Sandia's motion detector could help predict if earthquakes are coming or if airplane parts are about to rip loose.

Michael Kanellos Staff Writer, CNET News.com
Michael Kanellos is editor at large at CNET News.com, where he covers hardware, research and development, start-ups and the tech industry overseas.
Michael Kanellos
2 min read
Sandia National Laboratories has devised a motion sensor that it says is 1,000 times better than existing technology, a huge leap in performance that could help engineers study earthquakes or improve vehicle design.
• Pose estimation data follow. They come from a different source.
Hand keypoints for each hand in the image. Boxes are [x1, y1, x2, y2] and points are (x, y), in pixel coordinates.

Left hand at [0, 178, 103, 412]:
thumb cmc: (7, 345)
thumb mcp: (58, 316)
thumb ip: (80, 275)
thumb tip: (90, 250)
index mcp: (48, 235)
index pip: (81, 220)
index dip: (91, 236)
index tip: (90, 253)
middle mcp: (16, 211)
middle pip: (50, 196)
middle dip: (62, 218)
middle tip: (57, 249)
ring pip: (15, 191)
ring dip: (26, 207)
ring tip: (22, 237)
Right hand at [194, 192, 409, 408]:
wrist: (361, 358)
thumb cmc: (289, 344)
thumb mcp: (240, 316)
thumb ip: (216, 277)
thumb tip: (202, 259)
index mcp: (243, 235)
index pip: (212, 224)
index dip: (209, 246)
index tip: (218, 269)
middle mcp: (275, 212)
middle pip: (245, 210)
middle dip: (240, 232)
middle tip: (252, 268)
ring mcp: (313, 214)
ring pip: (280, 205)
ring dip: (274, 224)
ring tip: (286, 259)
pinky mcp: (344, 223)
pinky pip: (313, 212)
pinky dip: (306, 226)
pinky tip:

The device, which is still in its experimental stages, will allow the naked eye to detect if objects move 10 nanometers. A nanometer is a billionth of a meter. Put another way, that's about nine-thousandths of the width of a human hair, or ordinarily below the level of human sight.

"If you can make very sensitive detectors very cheaply and very small, there are huge applications," Dustin Carr, who led the research team, said in a statement. "Made small, synchronized, cheap and placed on every block, we could take data from all these sensors at once and measure the motion of the earth when there's not an earthquake."

Other uses would be for traction control in cars, automated pilot systems, or sensing if parts are moving on an airplane.

The device, which is made out of silicon, is a microelectricalmechanical system (MEMS). It works by capturing small changes in light patterns. A laser beam shines through two comblike structures in the device. The bottom comb is locked in place, but the top comb is secured by springs.

When vibrations hit, the top comb moves and causes a change in the light pattern. Small disturbances captured by the device create "relatively big" changes in the reflected pattern of the light, making motion detectable, according to Sandia.

The group will discuss the invention more fully at the SPIE Optics East convention in Philadelphia in October.

Large companies and researchers for years have tried to popularize the concept of MEMS, tiny machines crafted out of silicon wafers that can perform like pumps, winches and other machines. Commercially, however, MEMSes have been used only in a few applications, like accelerometers in car air bags. But advances in silicon manufacturing are leading to a new crop of more elegant machines that could find acceptance in the market.

Boston MicroSystems, for example, has developed a MEMS hot plate that can reach 1,100 degrees Celsius in a few seconds.

Pria Diagnostics, meanwhile, has come up with a chip that can analyze body fluids. The company is putting it into a male fertility tester.